Un formato come l’IDF (Intermediate Data Format), che è supportato dalla maggior parte dei software standard di settore da entrambi i lati, rimuove le barriere di comunicazione tra le discipline MCAD ed ECAD.
Ma, visto che siamo entrati nell’era dell’IoT il livello di sofisticazione raggiunta dai prodotti non è più una condizione sufficiente, ma solo necessaria.
Non solo, il calore generato dai circuiti interni è un problema rilevante. La soluzione più comune per eliminare punti caldi è quella di isolare il componente che genera calore o distribuire il calore su una zona più ampia.
Le aziende debbono essere in grado di governare anche questo dominio in termini di simulazione virtuale sul comportamento reale, anche perché molti dei dispositivi sono commercializzati come gadget indossabili che fungono anche come accessori di moda. Dato che sono di solito in stretto contatto con la pelle di chi li usa… un errore di simulazione dell’intero sistema ha una buona probabilità di generare un pessimo impatto sulla salute e quindi sul business dell’azienda interessata.

simu_03L’aspetto dell’oggetto consumer è una componente fondamentale che scatena il processo emozionale di acquisto. Gli oggetti sono graziosi e con forme accattivanti.
Per rispondere a questa esigenza, l’industria delle schede a circuito stampato (PCB ), ha messo a punto tecnologie per la produzione di schede flessibili progettate con substrati in plastica pieghevoli che meglio si adattano a curvature strette che caratterizzano forme particolari.
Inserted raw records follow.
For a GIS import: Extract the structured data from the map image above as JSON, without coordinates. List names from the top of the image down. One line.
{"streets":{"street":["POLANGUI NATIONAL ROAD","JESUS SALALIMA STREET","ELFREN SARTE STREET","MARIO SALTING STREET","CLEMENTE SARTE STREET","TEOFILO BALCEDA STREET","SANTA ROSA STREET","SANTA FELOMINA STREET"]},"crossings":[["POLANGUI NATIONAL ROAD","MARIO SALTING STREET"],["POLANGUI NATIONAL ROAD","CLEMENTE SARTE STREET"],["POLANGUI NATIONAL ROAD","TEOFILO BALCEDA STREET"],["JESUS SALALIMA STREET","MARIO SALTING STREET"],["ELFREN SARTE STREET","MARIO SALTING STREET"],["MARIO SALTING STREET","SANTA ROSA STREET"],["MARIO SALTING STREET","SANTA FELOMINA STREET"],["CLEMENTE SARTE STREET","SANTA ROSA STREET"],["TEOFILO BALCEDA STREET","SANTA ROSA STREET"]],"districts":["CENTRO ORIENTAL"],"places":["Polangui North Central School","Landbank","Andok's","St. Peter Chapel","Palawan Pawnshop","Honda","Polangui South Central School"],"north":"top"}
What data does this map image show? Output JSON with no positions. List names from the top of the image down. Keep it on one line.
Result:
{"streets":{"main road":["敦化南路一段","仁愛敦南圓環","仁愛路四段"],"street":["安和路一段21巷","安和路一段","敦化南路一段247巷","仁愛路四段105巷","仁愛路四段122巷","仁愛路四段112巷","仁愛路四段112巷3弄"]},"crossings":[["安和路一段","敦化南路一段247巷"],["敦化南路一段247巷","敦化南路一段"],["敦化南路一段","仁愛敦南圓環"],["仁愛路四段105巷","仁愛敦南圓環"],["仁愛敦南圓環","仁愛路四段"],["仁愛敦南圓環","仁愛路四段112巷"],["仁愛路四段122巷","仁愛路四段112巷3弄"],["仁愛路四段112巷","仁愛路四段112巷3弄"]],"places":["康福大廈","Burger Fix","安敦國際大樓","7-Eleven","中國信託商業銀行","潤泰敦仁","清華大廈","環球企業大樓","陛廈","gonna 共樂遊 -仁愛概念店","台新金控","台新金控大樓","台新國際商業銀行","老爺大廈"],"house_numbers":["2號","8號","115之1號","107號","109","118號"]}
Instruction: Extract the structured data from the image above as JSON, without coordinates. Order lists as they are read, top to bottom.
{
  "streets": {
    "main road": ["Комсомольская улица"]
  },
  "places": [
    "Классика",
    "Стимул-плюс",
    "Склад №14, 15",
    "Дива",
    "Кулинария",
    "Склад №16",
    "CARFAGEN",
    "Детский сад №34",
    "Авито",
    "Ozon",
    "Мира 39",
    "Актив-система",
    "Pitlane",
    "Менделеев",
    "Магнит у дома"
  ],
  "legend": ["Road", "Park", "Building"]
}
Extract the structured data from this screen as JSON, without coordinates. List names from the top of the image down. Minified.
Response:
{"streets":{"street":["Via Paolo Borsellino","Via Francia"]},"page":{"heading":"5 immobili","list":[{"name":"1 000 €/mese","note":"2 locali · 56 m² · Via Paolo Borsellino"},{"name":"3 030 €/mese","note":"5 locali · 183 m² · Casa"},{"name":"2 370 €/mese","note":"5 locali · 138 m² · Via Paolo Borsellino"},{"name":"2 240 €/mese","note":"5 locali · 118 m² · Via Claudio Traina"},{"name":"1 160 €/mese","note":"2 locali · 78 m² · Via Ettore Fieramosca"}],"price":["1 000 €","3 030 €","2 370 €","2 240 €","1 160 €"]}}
Gli addetti ai lavori si riferiscono a loro come “schede origami”. Le aziende produttrici di fotocamere digitali e di cellulari sono diventate maestre nello sviluppo di schede origami. Questi dispositivi hanno raggiunto livelli di miniaturizzazione impensabili.
Attenzione, e qui viene il punto, i requisiti particolari di queste schede impattano la progettazione hardware, ma anche quella software, introducendo la richiesta di nuove funzionalità per la soluzione di nuovi problemi, come le regioni di piegatura. Le schede flessibili richiedono un approccio tridimensionale, con la possibilità di visualizzare e simulare le schede nel loro stato sia appiattito che piegato.
Nella maggior parte dei dispositivi collegabili, il software rappresenta una componente invisibile – specialmente nei dispositivi dell’IoT in cui le operazioni gestite via software rappresentano in gran parte il funzionamento di un prodotto. Nel corso degli anni, le società di software PLM (Product Lifecycle Management) hanno dovuto includere le funzioni di gestione del software ALM (application lifecycle management) come parte integrante del flusso di lavoro di progettazione.
Molti sviluppatori di software MCAD hanno stabilito partnership con alcuni produttori di software ECAD per sviluppare insieme un collegamento tra le discipline di progettazione meccanica ed elettrica/elettronica, supportando le necessità, provenienti da entrambe le discipline. Un ambiente di lavoro integrato di maggiore collaborazione e di strumenti che possano gestire un flusso di lavoro bidirezionale la condivisione dei dati. Una rivoluzione tecnologica rispetto al precedente modo di fare le cose.
Oltre alla tecnologia, anche i conflitti di responsabilità tendono a contribuire alla tensione tra le due discipline (MCAD ed ECAD). Infatti, la maggior parte dei conflitti derivano da chi debba avere la responsabilità su quali dati e sulle priorità. Un conflitto endemico nel processo di sviluppo prodotto, in quanto le applicazioni MCAD definiscono la forma del prodotto che inficia i componenti elettronici interni, che sono ad appannaggio dell’ ECAD.
L’ unica soluzione che fornisce un risultato è l’unificazione tra la progettazione elettrica/meccanica e quella meccanica, in maniera tale che in modalità collaborativa, ed in tempo reale, si possano rivedere le scelte progettuali in entrambe le discipline. E, questo, non è un fatto meramente tecnologico ma di cultura aziendale che richiede un intervento anche a livello di management.